▶ _Dataset records_:
[Start of section]

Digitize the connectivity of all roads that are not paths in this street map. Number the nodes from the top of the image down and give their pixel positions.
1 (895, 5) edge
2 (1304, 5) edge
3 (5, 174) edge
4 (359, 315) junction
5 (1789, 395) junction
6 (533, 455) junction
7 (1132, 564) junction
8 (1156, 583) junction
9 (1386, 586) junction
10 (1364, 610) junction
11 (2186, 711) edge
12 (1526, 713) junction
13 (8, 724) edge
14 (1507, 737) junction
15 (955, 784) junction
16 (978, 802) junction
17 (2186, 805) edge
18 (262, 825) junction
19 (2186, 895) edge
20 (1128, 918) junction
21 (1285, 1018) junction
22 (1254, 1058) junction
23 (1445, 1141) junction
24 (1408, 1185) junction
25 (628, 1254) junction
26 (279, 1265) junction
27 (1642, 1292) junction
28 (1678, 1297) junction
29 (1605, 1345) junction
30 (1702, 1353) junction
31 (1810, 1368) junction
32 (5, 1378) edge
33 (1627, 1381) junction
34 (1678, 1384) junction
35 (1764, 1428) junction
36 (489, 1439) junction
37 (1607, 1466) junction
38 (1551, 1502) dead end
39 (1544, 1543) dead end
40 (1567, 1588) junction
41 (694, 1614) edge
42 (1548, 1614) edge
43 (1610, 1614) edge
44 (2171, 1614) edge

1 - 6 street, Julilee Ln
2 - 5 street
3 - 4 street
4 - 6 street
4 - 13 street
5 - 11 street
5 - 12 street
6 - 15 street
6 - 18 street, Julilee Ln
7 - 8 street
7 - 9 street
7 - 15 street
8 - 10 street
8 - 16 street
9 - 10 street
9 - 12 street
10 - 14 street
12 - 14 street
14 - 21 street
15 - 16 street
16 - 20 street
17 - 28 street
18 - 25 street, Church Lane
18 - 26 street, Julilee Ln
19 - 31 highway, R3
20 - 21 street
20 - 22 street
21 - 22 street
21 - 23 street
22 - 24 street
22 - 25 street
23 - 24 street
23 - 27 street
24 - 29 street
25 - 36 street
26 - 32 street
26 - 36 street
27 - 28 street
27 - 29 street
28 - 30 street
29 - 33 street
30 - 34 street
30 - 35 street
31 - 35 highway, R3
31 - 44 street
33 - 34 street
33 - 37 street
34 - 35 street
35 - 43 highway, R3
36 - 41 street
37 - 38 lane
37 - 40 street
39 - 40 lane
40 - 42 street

[End of section]

▶ _Your objective_: Output the listing exactly. Leave no line out.

▶ _Exercise output_:
Digitize the connectivity of all roads that are not paths in this street map. Number the nodes from the top of the image down and give their pixel positions.
1 (895, 5) edge
2 (1304, 5) edge
3 (5, 174) edge
4 (359, 315) junction
5 (1789, 395) junction
6 (533, 455) junction
7 (1132, 564) junction
8 (1156, 583) junction
9 (1386, 586) junction
10 (1364, 610) junction
11 (2186, 711) edge
12 (1526, 713) junction
13 (8, 724) edge
14 (1507, 737) junction
15 (955, 784) junction
16 (978, 802) junction
17 (2186, 805) edge
18 (262, 825) junction
19 (2186, 895) edge
20 (1128, 918) junction
21 (1285, 1018) junction
22 (1254, 1058) junction
23 (1445, 1141) junction
24 (1408, 1185) junction
25 (628, 1254) junction
26 (279, 1265) junction
27 (1642, 1292) junction
28 (1678, 1297) junction
29 (1605, 1345) junction
30 (1702, 1353) junction
31 (1810, 1368) junction
32 (5, 1378) edge
33 (1627, 1381) junction
34 (1678, 1384) junction
35 (1764, 1428) junction
36 (489, 1439) junction
37 (1607, 1466) junction
38 (1551, 1502) dead end
39 (1544, 1543) dead end
40 (1567, 1588) junction
41 (694, 1614) edge
42 (1548, 1614) edge
43 (1610, 1614) edge
44 (2171, 1614) edge

1 - 6 street, Julilee Ln
2 - 5 street
3 - 4 street
4 - 6 street
4 - 13 street
5 - 11 street
5 - 12 street
6 - 15 street
6 - 18 street, Julilee Ln
7 - 8 street
7 - 9 street
7 - 15 street
8 - 10 street
8 - 16 street
9 - 10 street
9 - 12 street
10 - 14 street
12 - 14 street
14 - 21 street
15 - 16 street
16 - 20 street
17 - 28 street
18 - 25 street, Church Lane
18 - 26 street, Julilee Ln
19 - 31 highway, R3
20 - 21 street
20 - 22 street
21 - 22 street
21 - 23 street
22 - 24 street
22 - 25 street
23 - 24 street
23 - 27 street
24 - 29 street
25 - 36 street
26 - 32 street
26 - 36 street
27 - 28 street
27 - 29 street
28 - 30 street
29 - 33 street
30 - 34 street
30 - 35 street
31 - 35 highway, R3
31 - 44 street
33 - 34 street
33 - 37 street
34 - 35 street
35 - 43 highway, R3
36 - 41 street
37 - 38 lane
37 - 40 street
39 - 40 lane
40 - 42 street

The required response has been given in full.